The medieval cathedrals are a wonderful metaphor of the religion they were built to glorify. They are intricate, beautiful, and overwhelmingly impressive. They move one viscerally, their impact brushing aside mere intellectual observation to grip one deep in the soul.
But when examined closely, both the religion and its towering symbols are fascinating structures. So many clever and elegant solutions to formidable problems, so involved and intricate. The imagination, the inspiration, the sheer effort it took to build them. The nameless thousands who labored, generation after generation.
What caused these things to be created? What force is so powerful, so universal, so enduring, that it can drive people to exhaust their lives in its service, when they can have no hope of seeing its completion? Why do human beings so obviously and so desperately need to have religion?
The answer is clear. We want to understand. We cannot live without at least believing that we understand what it’s all about. Every one of us, in every time and culture, must ask the same primeval questions. Why are we here? Why do bad things happen? What’s important? What will it be like to die? How do I know if I’m doing the right things? Since it was clearly impossible to find out the answers, we make up theories. What else is there to do?
Some theories are better than others. Some particularly thoughtful and creative people come up with very effective and attractive explanations for the mysteries. When they tell others of their ideas, people hope they’re right. They want them to be right, and so they come to believe they are right. So far, so good. People are comforted and guided, and where’s the harm? The harm is when the theory becomes dogma.
Philosophy becomes religion. Interesting ideas become revealed truth. The unconvinced become the heathen, legitimate targets of our fear and hostility. And the faith must be defended. Debates become wars. Official spokesmen define the truth, restrict interpretations, and discourage discussion. The religion becomes frozen, codified, no longer accommodating itself to the needs of every follower. Rituals are established, then enforced. Lives are reduced to endlessly repeating specified gestures, trying to obey countless arbitrary rules, stifling the originality and uniqueness of the individual. Other natural needs are denied and resisted, until at last the religion is refusing us the thing that gave it birth, our need to feel safe in our world.

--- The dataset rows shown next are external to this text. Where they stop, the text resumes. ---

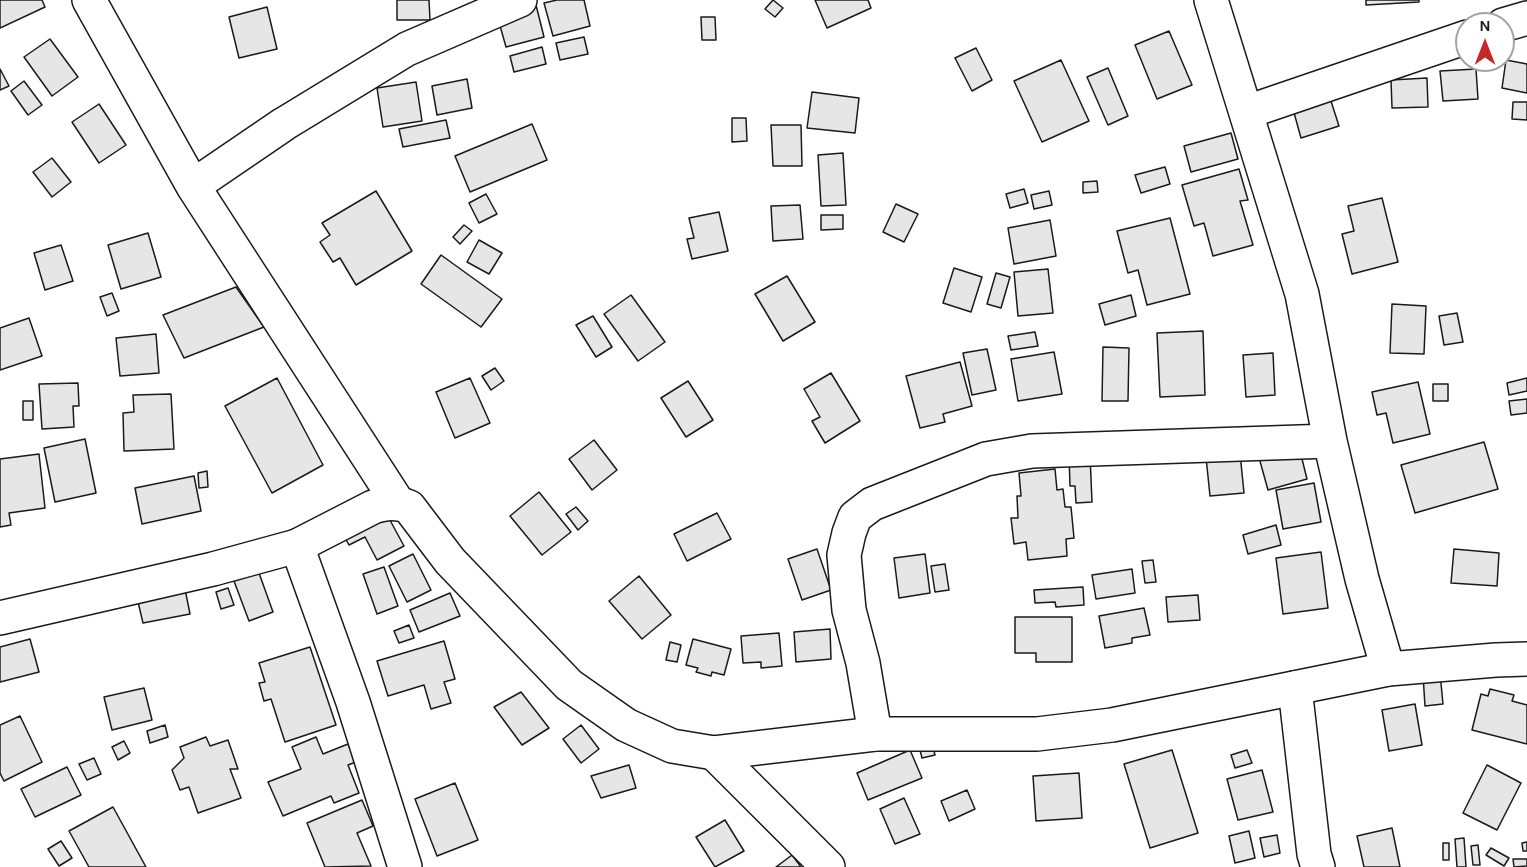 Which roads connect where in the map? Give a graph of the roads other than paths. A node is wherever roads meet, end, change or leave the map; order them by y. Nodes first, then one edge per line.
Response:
1 (89, 0) edge
2 (520, 0) edge
3 (1211, 0) edge
4 (1455, 41) edge
5 (1247, 111) junction
6 (193, 186) junction
7 (1330, 441) junction
8 (398, 503) junction
9 (297, 546) junction
10 (0, 618) edge
11 (1527, 659) edge
12 (1388, 669) junction
13 (1295, 688) junction
14 (875, 734) junction
15 (714, 753) junction
16 (405, 867) edge
17 (828, 867) edge
18 (1318, 867) edge

1 - 6 street
2 - 6 street
3 - 5 street
4 - 5 street
5 - 7 street
6 - 8 street
7 - 12 street
7 - 14 street
8 - 9 street
8 - 15 street
9 - 10 street
9 - 16 street
11 - 12 street
12 - 13 street
13 - 14 street
13 - 18 street
14 - 15 street
15 - 17 street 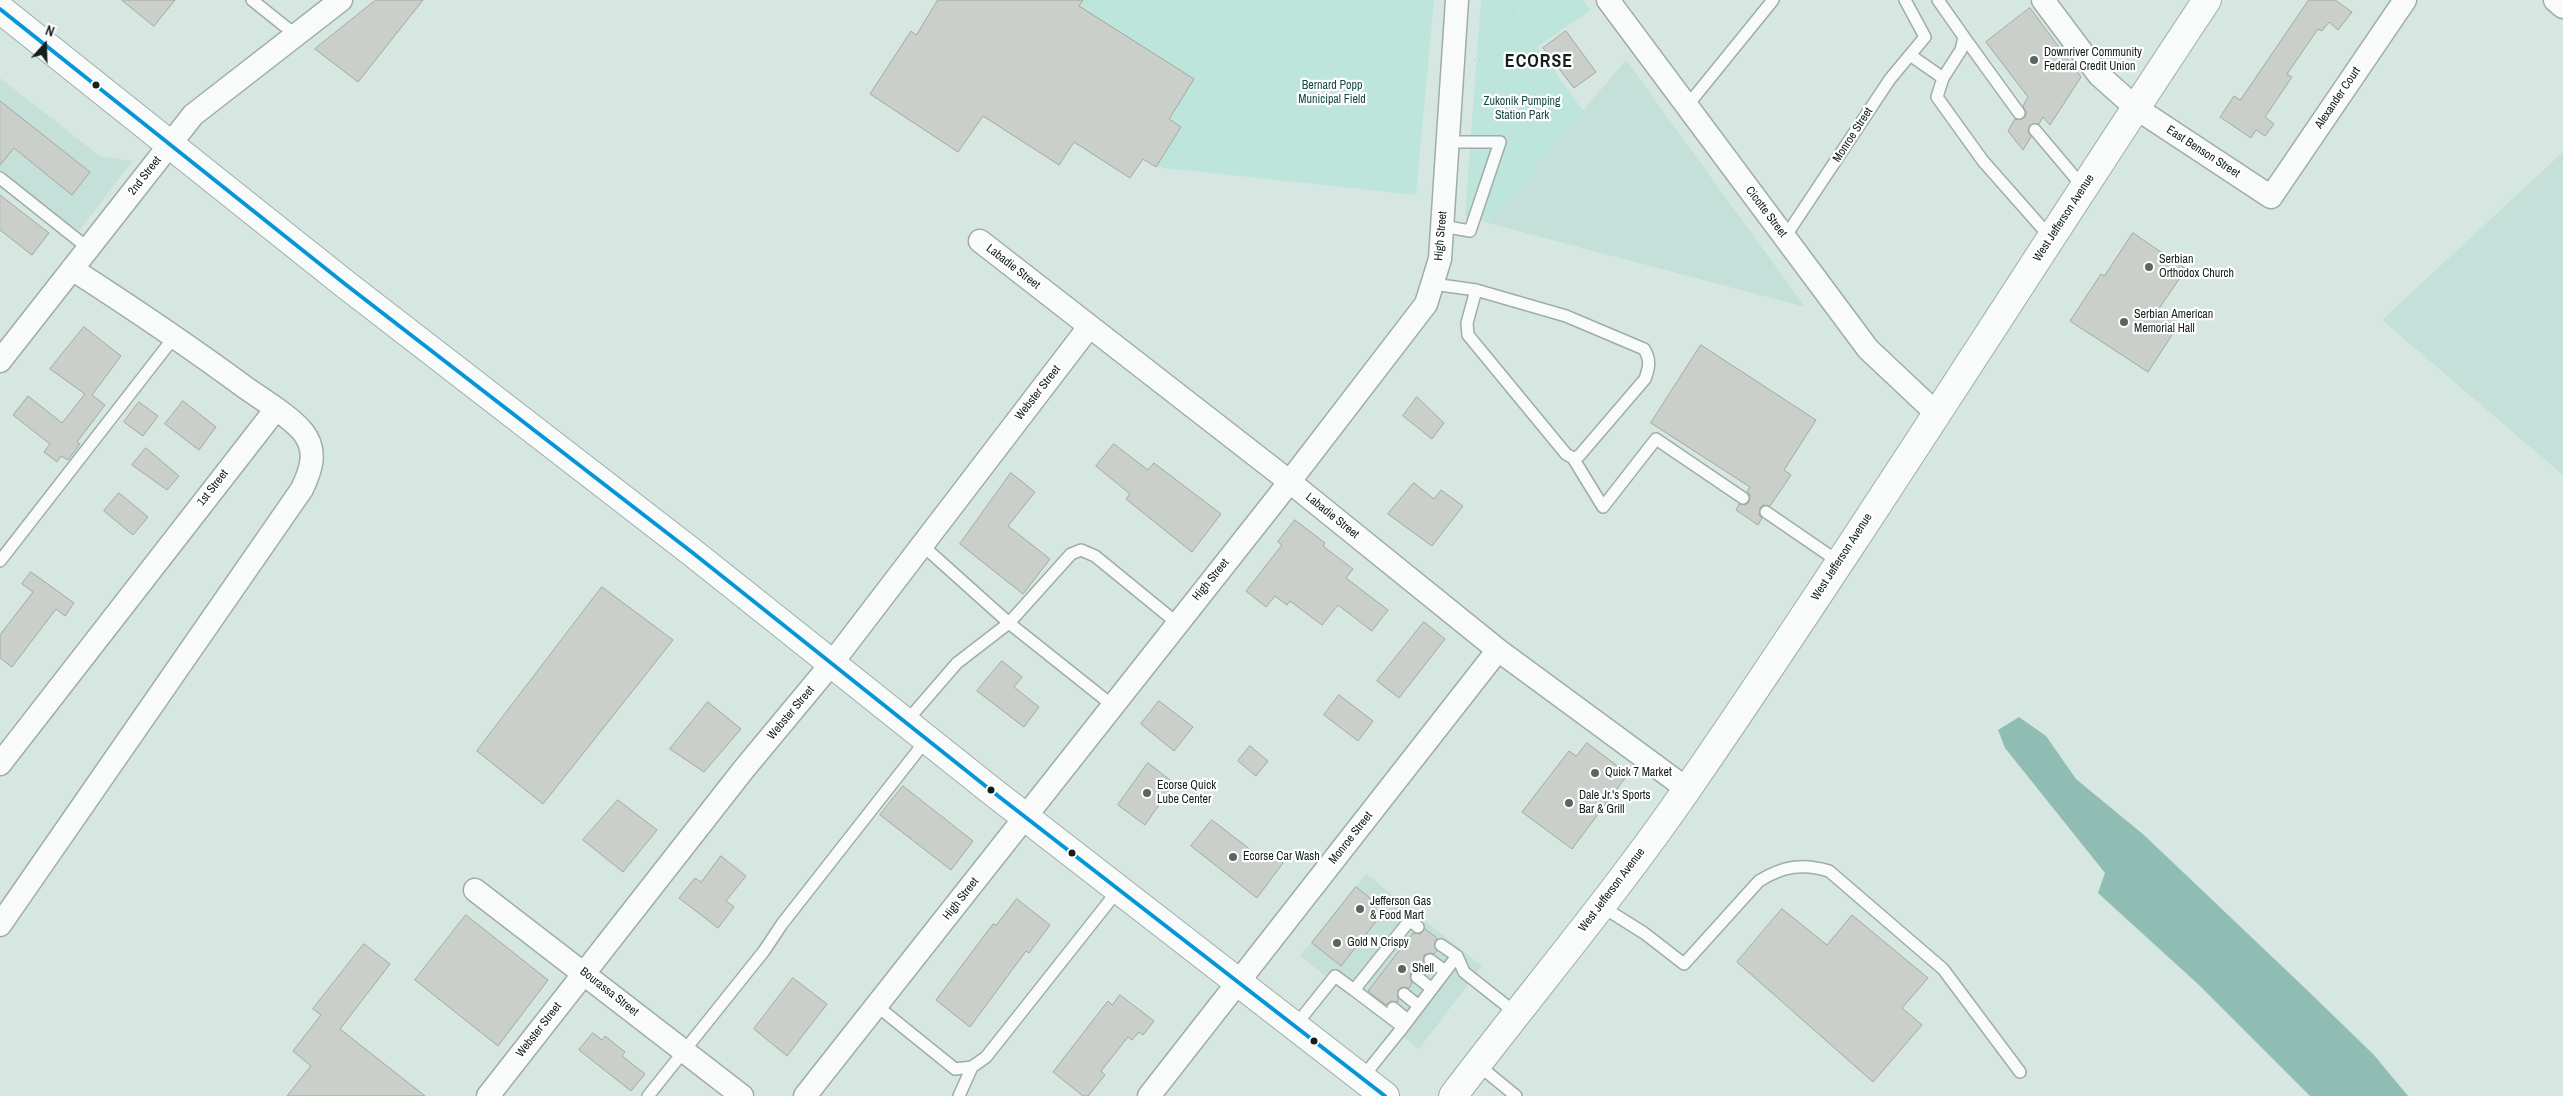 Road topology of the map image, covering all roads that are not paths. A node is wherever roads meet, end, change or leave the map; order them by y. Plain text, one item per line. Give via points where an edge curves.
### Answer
1 (252, 0) edge
2 (341, 0) edge
3 (1456, 0) edge
4 (1608, 0) edge
5 (1773, 0) edge
6 (1905, 0) edge
7 (1938, 0) edge
8 (2043, 0) edge
9 (2207, 0) edge
10 (2405, 0) edge
11 (2555, 0) edge
12 (2563, 6) edge
13 (0, 9) edge
14 (297, 36) junction
15 (1964, 37) junction
16 (1910, 55) junction
17 (1943, 78) junction
18 (1688, 106) junction
19 (2136, 108) junction
20 (2019, 113) dead end
21 (2035, 130) dead end
22 (1447, 142) junction
23 (171, 143) junction
24 (0, 178) edge
25 (2084, 187) junction
26 (2271, 197) joint
27 (1442, 226) junction
28 (1785, 238) junction
29 (2051, 238) junction
30 (980, 241) dead end
31 (88, 248) junction
32 (72, 270) junction
33 (1433, 284) junction
34 (1476, 290) junction
35 (1089, 327) junction
36 (175, 336) junction
37 (0, 361) edge
38 (276, 409) junction
39 (1936, 413) junction
40 (1573, 458) junction
41 (1290, 482) junction
42 (1743, 498) dead end
43 (1766, 512) dead end
44 (922, 545) junction
45 (0, 562) edge
46 (1839, 562) junction
47 (1009, 623) junction
48 (1177, 624) junction
49 (1498, 650) junction
50 (832, 663) junction
51 (1112, 705) junction
52 (906, 722) junction
53 (927, 739) junction
54 (0, 764) edge
55 (1687, 789) junction
56 (1025, 816) junction
57 (1119, 889) junction
58 (475, 890) dead end
59 (1601, 906) junction
60 (0, 925) edge
61 (1418, 927) dead end
62 (1442, 945) dead end
63 (1456, 956) junction
64 (1430, 960) dead end
65 (1445, 971) junction
66 (584, 973) junction
67 (1417, 977) dead end
68 (1238, 981) junction
69 (1361, 988) junction
70 (1432, 989) junction
71 (1404, 994) dead end
72 (877, 1006) junction
73 (1419, 1006) junction
74 (1393, 1008) dead end
75 (1517, 1014) junction
76 (1406, 1024) junction
77 (1295, 1026) junction
78 (684, 1051) junction
79 (1477, 1064) junction
80 (972, 1067) junction
81 (2020, 1072) dead end
82 (1362, 1078) junction
83 (488, 1096) edge
84 (648, 1096) edge
85 (742, 1096) edge
86 (805, 1096) edge
87 (960, 1096) edge
88 (1149, 1096) edge
89 (1385, 1096) edge
90 (1453, 1096) edge
91 (1516, 1096) edge

1 - 14 lane
2 - 14 street, 2nd Street
3 - 22 street, High Street
4 - 18 street, Cicotte Street
5 - 18 lane
6 - 16 lane, Monroe Street via 1925,37
7 - 15 lane
8 - 19 street, East Benson Street via 2098,75
9 - 19 main road, West Jefferson Avenue
10 - 26 street, Alexander Court
11 - 12 street
13 - 23 main road
14 - 23 street, 2nd Street via 192,115
15 - 17 lane via 1961,50
15 - 20 lane
16 - 17 lane
16 - 28 lane, Monroe Street via 1890,79
17 - 29 lane via 1938,97 1983,161
18 - 28 street, Cicotte Street
19 - 25 main road, West Jefferson Avenue
19 - 26 street, East Benson Street
21 - 25 lane
22 - 27 street, High Street
22 - 27 lane via 1500,142 1470,231
23 - 31 street, 2nd Street
23 - 50 main road via 345,284
24 - 31 lane
25 - 29 main road, West Jefferson Avenue
27 - 33 street, High Street via 1440,259
28 - 39 street, Cicotte Street via 1868,349
29 - 39 main road, West Jefferson Avenue
30 - 35 street, Labadie Street
31 - 32 street, 2nd Street
32 - 36 street
32 - 37 street, 2nd Street
33 - 34 lane
33 - 41 street, High Street via 1417,317
34 - 40 lane via 1467,323 1468,335 1566,454
34 - 40 lane via 1566,316 1644,349 1649,367 1646,379 1579,456
35 - 41 street, Labadie Street
35 - 44 street, Webster Street
36 - 38 street
36 - 45 lane
38 - 54 street, 1st Street
38 - 60 street via 304,432 313,452 310,472 302,489
39 - 46 main road, West Jefferson Avenue
40 - 42 lane via 1603,507 1656,439
41 - 48 street, High Street
41 - 49 street, Labadie Street
43 - 46 lane
44 - 47 lane
44 - 50 street, Webster Street
46 - 55 main road, West Jefferson Avenue
47 - 48 lane via 1071,554 1081,550 1095,556
47 - 51 lane
47 - 52 lane via 957,663
48 - 51 street, High Street
49 - 55 street, Labadie Street
49 - 68 street, Monroe Street
50 - 52 main road
50 - 66 street, Webster Street
51 - 56 street, High Street
52 - 53 main road
53 - 56 main road
53 - 78 lane
55 - 59 main road, West Jefferson Avenue
56 - 57 main road
56 - 72 street, High Street
57 - 68 main road
57 - 80 lane via 986,1057
58 - 66 street, Bourassa Street
59 - 75 main road, West Jefferson Avenue
59 - 81 lane via 1684,964 1759,881 1774,871 1795,866 1814,866 1829,871 1943,968
61 - 69 lane via 1410,920 1402,938
62 - 63 lane
63 - 65 lane
63 - 75 lane via 1464,972
64 - 65 lane
65 - 70 lane
66 - 78 street, Bourassa Street
66 - 83 street, Webster Street
67 - 70 lane
68 - 77 main road
68 - 88 street, Monroe Street
69 - 76 lane
69 - 77 lane via 1335,976
70 - 73 lane
71 - 73 lane
72 - 80 lane via 955,1069
72 - 86 street, High Street
73 - 76 lane
74 - 76 lane
75 - 79 main road, West Jefferson Avenue
76 - 82 lane
77 - 82 main road
78 - 84 lane
78 - 85 street, Bourassa Street
79 - 90 main road, West Jefferson Avenue
79 - 91 lane
80 - 87 lane
82 - 89 main road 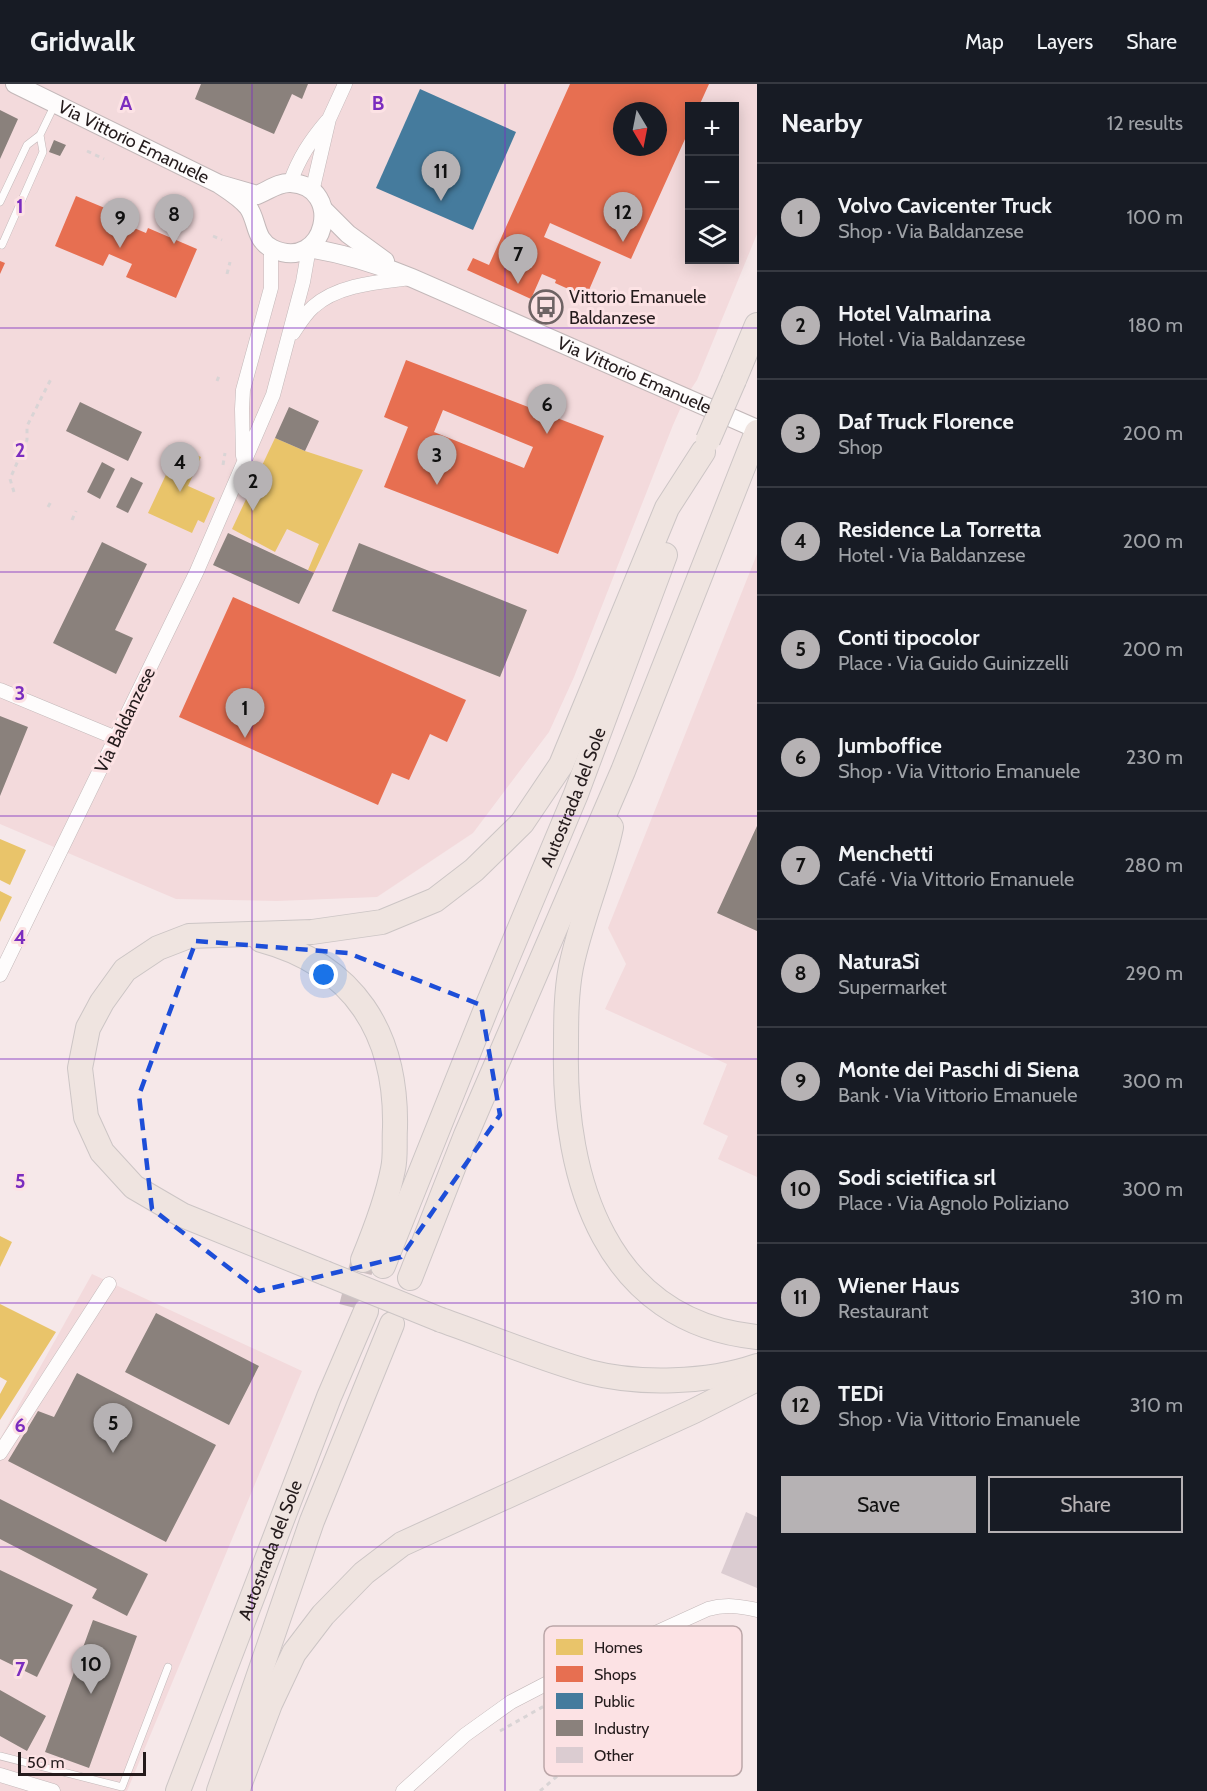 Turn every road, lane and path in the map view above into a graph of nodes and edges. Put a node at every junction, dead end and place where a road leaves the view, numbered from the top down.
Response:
1 (15, 84) edge
2 (345, 84) edge
3 (55, 104) junction
4 (329, 119) junction
5 (40, 135) junction
6 (87, 151) dead end
7 (104, 159) dead end
8 (290, 183) junction
9 (219, 184) junction
10 (264, 192) junction
11 (312, 192) junction
12 (0, 202) edge
13 (323, 209) junction
14 (254, 224) junction
15 (213, 236) dead end
16 (222, 240) dead end
17 (0, 244) edge
18 (271, 248) junction
19 (309, 248) junction
20 (230, 262) dead end
21 (226, 274) dead end
22 (412, 278) junction
23 (757, 325) edge
24 (287, 342) junction
25 (52, 376) dead end
26 (219, 376) dead end
27 (217, 381) dead end
28 (754, 438) edge
29 (706, 446) junction
30 (225, 453) dead end
31 (243, 461) junction
32 (223, 465) dead end
33 (14, 492) dead end
34 (52, 500) dead end
35 (48, 507) dead end
36 (76, 511) dead end
37 (72, 520) dead end
38 (0, 690) edge
39 (116, 738) junction
40 (623, 771) junction
41 (239, 934) junction
42 (0, 975) edge
43 (410, 1278) dead end
44 (109, 1284) dead end
45 (358, 1309) tunnel mouth
46 (392, 1324) dead end
47 (757, 1337) edge
48 (757, 1366) edge
49 (757, 1379) edge
50 (0, 1453) edge
51 (757, 1610) edge
52 (671, 1626) edge
53 (168, 1667) dead end
54 (544, 1685) edge
55 (544, 1706) edge
56 (491, 1736) dead end
57 (0, 1755) edge
58 (0, 1775) edge
59 (557, 1776) edge
60 (53, 1791) edge
61 (178, 1791) edge
62 (219, 1791) edge
63 (237, 1791) edge
64 (403, 1791) edge
65 (540, 1791) edge

1 - 3 main road, Via Vittorio Emanuele
2 - 4 street
3 - 5 lane
3 - 9 main road, Via Vittorio Emanuele
4 - 8 street
4 - 11 street
5 - 12 lane
5 - 17 lane
6 - 7 path
8 - 10 main road, Via Vittorio Emanuele
8 - 11 main road
9 - 10 main road, Via Vittorio Emanuele
9 - 14 main road, Via Vittorio Emanuele
10 - 14 main road
11 - 13 main road, Via Vittorio Emanuele
13 - 19 main road
13 - 22 main road, Via Vittorio Emanuele
14 - 18 main road, Via Vittorio Emanuele
15 - 16 path
18 - 19 main road, Via Vittorio Emanuele
18 - 31 street, Via Baldanzese
19 - 22 main road, Via Vittorio Emanuele
19 - 24 street, Via Baldanzese
20 - 21 path
22 - 24 street, Via Baldanzese
22 - 28 main road, Via Vittorio Emanuele
23 - 29 highway, Autostrada del Sole, bridge
24 - 31 street, Via Baldanzese
25 - 33 path
26 - 27 path
28 - 40 highway, Autostrada del Sole
29 - 41 highway
29 - 41 highway, Autostrada del Sole
30 - 32 path
31 - 39 street, Via Baldanzese
34 - 35 path
36 - 37 path
38 - 39 street
39 - 42 street, Via Baldanzese
40 - 43 highway, Autostrada del Sole
40 - 47 highway
41 - 48 highway, bridge
44 - 50 street
45 - 61 highway, Autostrada del Sole
46 - 62 highway, Autostrada del Sole
49 - 63 highway
51 - 52 street
53 - 57 lane
54 - 64 street
55 - 56 path
58 - 60 street
59 - 65 path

When a religion becomes so atrophied, some young rebel will eventually speak out against the old ways, and a fresh new religion will break away. At first it will be giddy freedom, full of hope, sure that the gloom has at last been permanently dispelled. But soon new priests arrive and the cycle repeats.
Jesus may be the quintessential symbol of hoary Catholicism, but surely he was more like Martin Luther, struggling against the accepted beliefs of his day, forging new interpretations. Jesus never heard of Catholicism. Clearly, Jesus was a Protestant.